- [Data for this task]:
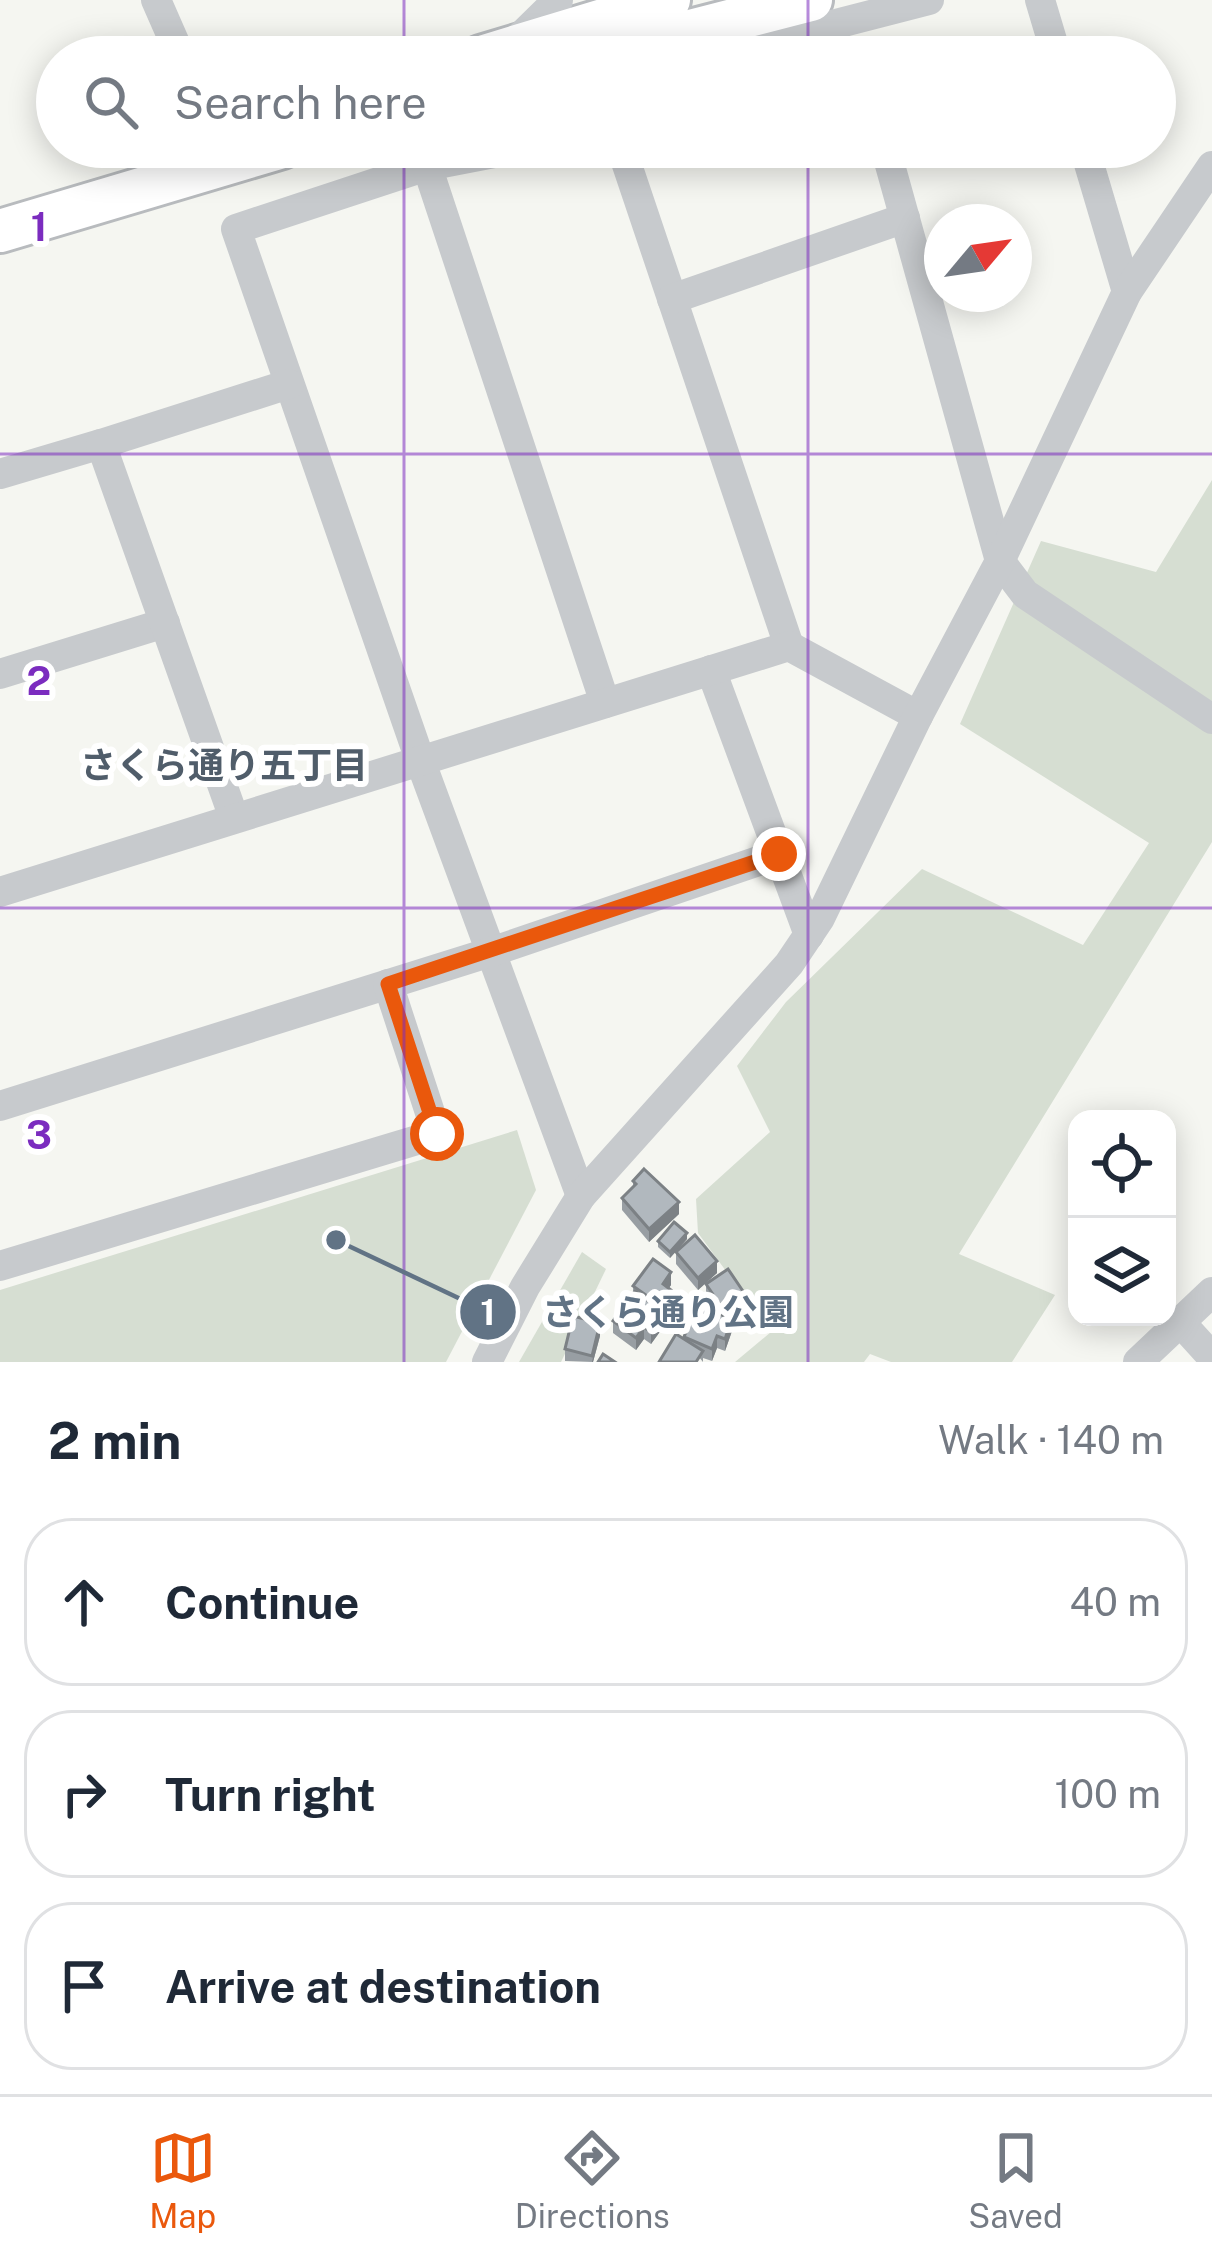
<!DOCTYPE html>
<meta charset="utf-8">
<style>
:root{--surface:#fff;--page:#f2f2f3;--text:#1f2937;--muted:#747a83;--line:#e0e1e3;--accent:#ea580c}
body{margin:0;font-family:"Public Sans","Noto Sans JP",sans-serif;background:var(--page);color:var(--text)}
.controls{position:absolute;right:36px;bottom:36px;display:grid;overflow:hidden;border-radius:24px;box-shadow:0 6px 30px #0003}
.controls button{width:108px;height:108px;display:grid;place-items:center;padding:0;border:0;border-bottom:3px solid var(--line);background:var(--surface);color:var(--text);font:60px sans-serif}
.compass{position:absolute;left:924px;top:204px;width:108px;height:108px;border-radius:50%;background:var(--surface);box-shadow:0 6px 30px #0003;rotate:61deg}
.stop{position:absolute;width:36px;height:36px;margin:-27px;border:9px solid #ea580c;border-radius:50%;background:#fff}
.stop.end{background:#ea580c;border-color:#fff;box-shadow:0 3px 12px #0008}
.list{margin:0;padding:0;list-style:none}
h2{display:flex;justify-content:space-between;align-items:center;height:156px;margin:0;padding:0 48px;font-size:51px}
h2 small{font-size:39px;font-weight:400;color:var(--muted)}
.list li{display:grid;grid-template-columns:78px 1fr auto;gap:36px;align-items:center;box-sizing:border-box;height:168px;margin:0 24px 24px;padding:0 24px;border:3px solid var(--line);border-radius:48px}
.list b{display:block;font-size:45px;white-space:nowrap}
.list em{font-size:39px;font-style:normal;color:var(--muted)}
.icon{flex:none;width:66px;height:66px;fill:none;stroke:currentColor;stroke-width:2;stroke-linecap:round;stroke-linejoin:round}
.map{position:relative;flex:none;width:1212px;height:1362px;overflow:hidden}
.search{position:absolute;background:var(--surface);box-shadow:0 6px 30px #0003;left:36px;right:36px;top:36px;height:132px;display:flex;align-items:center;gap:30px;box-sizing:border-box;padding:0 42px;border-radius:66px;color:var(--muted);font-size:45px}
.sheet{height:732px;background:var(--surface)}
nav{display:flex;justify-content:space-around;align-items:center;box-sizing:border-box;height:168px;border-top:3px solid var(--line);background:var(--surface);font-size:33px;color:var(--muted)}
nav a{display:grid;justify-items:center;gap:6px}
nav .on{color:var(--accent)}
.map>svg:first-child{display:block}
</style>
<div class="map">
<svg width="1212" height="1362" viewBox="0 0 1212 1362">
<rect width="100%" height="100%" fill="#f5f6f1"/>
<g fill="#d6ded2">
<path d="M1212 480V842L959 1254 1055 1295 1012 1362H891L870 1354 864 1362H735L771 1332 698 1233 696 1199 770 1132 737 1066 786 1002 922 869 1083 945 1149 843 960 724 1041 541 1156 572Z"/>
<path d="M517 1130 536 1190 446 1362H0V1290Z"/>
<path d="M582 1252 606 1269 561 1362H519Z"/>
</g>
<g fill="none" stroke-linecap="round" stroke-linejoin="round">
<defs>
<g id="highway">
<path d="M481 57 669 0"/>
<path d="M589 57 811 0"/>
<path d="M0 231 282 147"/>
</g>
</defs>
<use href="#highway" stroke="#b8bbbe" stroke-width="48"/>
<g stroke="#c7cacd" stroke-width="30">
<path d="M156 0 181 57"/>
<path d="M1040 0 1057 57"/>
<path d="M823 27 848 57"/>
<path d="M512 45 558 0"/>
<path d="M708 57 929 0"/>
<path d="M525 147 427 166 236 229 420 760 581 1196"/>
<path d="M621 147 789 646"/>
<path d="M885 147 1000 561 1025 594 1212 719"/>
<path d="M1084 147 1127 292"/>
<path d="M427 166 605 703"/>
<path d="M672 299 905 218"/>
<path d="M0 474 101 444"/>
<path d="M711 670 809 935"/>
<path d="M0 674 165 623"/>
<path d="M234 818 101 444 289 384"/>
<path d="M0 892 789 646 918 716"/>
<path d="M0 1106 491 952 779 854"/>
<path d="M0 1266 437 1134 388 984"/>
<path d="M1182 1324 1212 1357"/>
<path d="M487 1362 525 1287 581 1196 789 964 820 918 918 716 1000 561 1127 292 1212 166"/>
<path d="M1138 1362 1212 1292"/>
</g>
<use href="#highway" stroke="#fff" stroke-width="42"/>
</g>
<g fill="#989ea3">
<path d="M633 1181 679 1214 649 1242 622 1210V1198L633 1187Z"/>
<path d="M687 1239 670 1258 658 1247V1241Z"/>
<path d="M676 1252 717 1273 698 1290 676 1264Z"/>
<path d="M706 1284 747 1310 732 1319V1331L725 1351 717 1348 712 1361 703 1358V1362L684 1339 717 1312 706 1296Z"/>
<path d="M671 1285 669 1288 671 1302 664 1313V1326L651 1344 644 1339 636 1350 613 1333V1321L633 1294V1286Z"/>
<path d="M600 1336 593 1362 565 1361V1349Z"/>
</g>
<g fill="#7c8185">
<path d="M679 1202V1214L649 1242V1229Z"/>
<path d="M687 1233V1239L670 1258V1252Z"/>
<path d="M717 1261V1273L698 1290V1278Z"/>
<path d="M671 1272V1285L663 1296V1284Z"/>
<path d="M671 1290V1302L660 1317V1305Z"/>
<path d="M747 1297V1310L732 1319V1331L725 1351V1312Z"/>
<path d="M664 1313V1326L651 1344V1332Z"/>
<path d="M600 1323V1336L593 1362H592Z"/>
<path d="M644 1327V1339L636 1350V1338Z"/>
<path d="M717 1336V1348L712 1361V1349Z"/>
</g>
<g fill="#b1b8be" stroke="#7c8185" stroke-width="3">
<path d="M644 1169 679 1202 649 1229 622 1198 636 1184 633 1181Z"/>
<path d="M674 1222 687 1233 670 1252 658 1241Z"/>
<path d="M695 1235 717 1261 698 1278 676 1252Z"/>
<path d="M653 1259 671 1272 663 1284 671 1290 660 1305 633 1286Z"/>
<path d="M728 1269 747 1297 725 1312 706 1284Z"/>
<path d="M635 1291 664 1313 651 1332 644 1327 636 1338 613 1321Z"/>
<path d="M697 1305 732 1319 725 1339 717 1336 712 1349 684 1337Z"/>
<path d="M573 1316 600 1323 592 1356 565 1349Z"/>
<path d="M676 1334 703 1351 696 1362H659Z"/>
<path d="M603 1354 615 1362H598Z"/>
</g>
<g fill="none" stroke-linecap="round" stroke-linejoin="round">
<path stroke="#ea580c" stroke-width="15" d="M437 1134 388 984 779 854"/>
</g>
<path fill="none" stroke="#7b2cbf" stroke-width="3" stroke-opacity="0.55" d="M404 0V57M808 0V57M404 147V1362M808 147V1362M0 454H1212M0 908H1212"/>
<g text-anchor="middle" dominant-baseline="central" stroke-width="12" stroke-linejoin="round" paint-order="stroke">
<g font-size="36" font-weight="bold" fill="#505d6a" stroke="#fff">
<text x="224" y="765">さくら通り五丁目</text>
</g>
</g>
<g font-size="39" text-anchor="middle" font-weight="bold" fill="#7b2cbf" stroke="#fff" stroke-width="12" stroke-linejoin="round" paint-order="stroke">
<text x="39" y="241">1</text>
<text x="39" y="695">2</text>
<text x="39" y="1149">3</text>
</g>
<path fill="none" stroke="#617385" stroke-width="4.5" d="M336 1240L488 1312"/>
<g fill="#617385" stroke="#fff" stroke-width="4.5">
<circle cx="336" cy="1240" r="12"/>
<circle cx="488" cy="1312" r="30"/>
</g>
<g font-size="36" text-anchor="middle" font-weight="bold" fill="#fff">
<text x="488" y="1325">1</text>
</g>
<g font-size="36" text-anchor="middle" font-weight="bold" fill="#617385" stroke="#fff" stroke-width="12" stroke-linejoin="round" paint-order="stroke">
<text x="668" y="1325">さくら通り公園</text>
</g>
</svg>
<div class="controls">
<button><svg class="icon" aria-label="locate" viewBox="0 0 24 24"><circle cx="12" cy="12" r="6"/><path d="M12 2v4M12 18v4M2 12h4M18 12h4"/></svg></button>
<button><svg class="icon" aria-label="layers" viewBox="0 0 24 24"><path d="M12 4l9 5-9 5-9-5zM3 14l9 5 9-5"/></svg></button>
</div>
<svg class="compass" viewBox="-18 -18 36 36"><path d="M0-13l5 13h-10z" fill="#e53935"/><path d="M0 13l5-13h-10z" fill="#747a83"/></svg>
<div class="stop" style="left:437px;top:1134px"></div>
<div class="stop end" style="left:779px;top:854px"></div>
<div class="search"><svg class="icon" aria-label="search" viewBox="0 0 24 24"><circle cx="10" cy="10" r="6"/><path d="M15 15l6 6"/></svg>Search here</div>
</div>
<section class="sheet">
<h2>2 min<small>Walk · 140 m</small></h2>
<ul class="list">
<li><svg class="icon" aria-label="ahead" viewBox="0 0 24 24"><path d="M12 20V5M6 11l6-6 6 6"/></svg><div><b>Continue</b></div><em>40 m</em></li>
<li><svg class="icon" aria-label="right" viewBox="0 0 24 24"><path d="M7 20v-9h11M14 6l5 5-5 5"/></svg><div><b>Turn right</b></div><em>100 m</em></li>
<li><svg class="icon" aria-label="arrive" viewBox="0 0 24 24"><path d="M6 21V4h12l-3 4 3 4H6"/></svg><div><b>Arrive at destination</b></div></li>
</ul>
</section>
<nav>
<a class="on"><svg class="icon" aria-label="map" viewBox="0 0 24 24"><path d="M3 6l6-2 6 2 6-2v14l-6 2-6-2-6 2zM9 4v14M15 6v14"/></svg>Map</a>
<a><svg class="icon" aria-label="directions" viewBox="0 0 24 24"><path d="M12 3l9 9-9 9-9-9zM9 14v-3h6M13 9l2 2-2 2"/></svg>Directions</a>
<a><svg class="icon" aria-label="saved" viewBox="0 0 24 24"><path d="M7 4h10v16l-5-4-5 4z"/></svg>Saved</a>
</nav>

- [Exercise instructions]: When a line in the records above contains the word "bold", copy it.

- [Answer to the problem]:
<g font-size="36" font-weight="bold" fill="#505d6a" stroke="#fff">
<g font-size="39" text-anchor="middle" font-weight="bold" fill="#7b2cbf" stroke="#fff" stroke-width="12" stroke-linejoin="round" paint-order="stroke">
<g font-size="36" text-anchor="middle" font-weight="bold" fill="#fff">
<g font-size="36" text-anchor="middle" font-weight="bold" fill="#617385" stroke="#fff" stroke-width="12" stroke-linejoin="round" paint-order="stroke">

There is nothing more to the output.